A penhora de marcas e patentes, por exemplo, possui como base legal a Lei de Propriedade Industrial n. 9.279/1996 – LPI e constitui medida excepcional e que respeite a ordem de penhora prevista no Código de Processo Civil.
O artigo 5º da referida lei dispõe que, para todos os efeitos legais as marcas e patentes são consideradas bens móveis, daí porque podem ser objeto de penhora.
Além das marcas e patentes, também podem ser objeto de penhora os desenhos industriais e programas de computador que tenham utilidade industrial e que sejam de propriedade do devedor. Tal medida se deve pelo fato de alguns desses bens possuírem alto valor econômico e as vezes se revelar um grande ativo da empresa.
A penhora de marcas e patentes é realizada nos termos do próprio Código de Processo Civil, e deverá necessariamente ser comunicada ao órgão competente pelo registro, para que surta os efeitos do artigo 137 da LPI (oponibilidade contra terceiros). Importante destacar, como dito anteriormente, que tal medida é excepcional e deverá respeitar a ordem legal de penhora imposta pelo Código de Processo Civil.

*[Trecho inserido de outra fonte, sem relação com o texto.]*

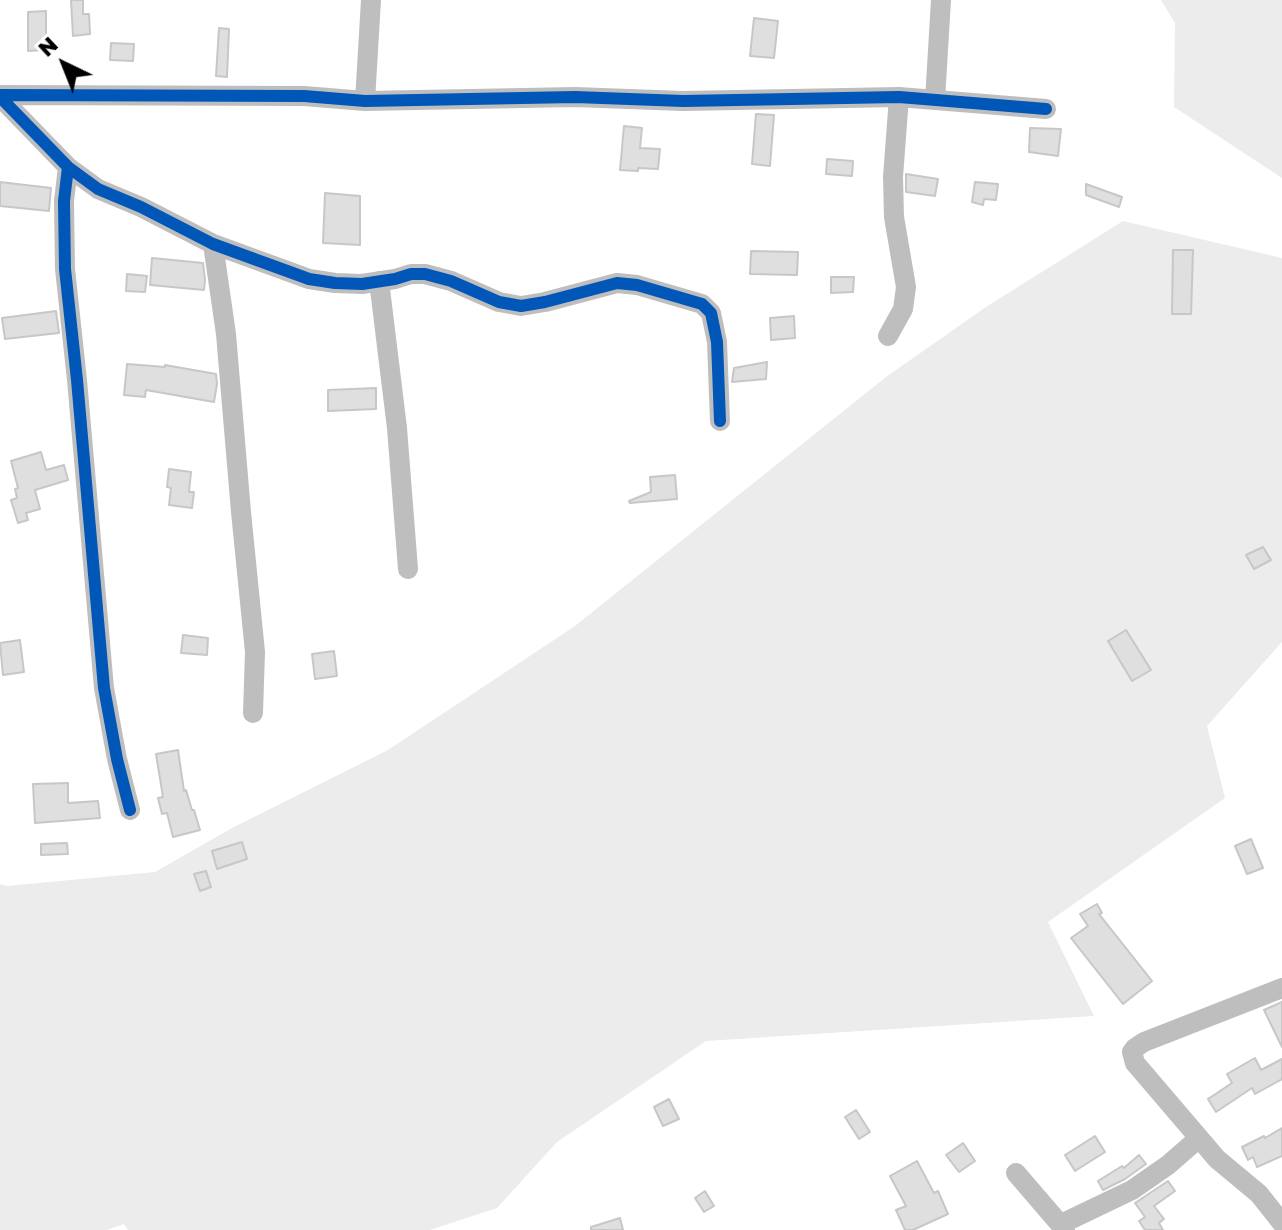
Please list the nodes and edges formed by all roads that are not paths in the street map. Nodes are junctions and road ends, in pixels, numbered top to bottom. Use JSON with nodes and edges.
{"nodes":[{"id":1,"x":371,"y":0,"type":"edge"},
{"id":2,"x":941,"y":0,"type":"edge"},
{"id":3,"x":0,"y":96,"type":"edge"},
{"id":4,"x":899,"y":97,"type":"junction"},
{"id":5,"x":935,"y":100,"type":"junction"},
{"id":6,"x":365,"y":101,"type":"junction"},
{"id":7,"x":1046,"y":109,"type":"dead end"},
{"id":8,"x":68,"y":167,"type":"junction"},
{"id":9,"x":213,"y":244,"type":"junction"},
{"id":10,"x":379,"y":281,"type":"junction"},
{"id":11,"x":888,"y":336,"type":"dead end"},
{"id":12,"x":720,"y":421,"type":"dead end"},
{"id":13,"x":408,"y":569,"type":"dead end"},
{"id":14,"x":253,"y":713,"type":"dead end"},
{"id":15,"x":130,"y":810,"type":"dead end"},
{"id":16,"x":1282,"y":988,"type":"edge"},
{"id":17,"x":1199,"y":1138,"type":"junction"},
{"id":18,"x":1016,"y":1173,"type":"dead end"},
{"id":19,"x":1282,"y":1223,"type":"edge"},
{"id":20,"x":1063,"y":1227,"type":"edge"}],
"edges":[{"from":1,"to":6,"type":"street"},
{"from":2,"to":5,"type":"street"},
{"from":3,"to":6,"type":"street"},
{"from":3,"to":8,"type":"street"},
{"from":4,"to":5,"type":"street"},
{"from":4,"to":6,"type":"street"},
{"from":4,"to":11,"type":"street"},
{"from":5,"to":7,"type":"street"},
{"from":8,"to":9,"type":"street"},
{"from":8,"to":15,"type":"street"},
{"from":9,"to":10,"type":"street"},
{"from":9,"to":14,"type":"street"},
{"from":10,"to":12,"type":"street"},
{"from":10,"to":13,"type":"street"},
{"from":16,"to":17,"type":"street"},
{"from":17,"to":19,"type":"street"},
{"from":17,"to":20,"type":"street"},
{"from":18,"to":20,"type":"street"}]}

A penhora desses direitos se dará na modalidade de cessão, a qual deverá ser formalmente averbada junto ao instituto.
Tal situação já foi enfrentada e é pacífica no âmbito do Superior Tribunal de Justiça, o qual julgou plenamente válida a penhora desses bens, até mesmo em casos em que a marca tenha sido cedida e a respectiva cessão não tenha sido averbada e publicada na Revista do INPI. (REsp 1761023.)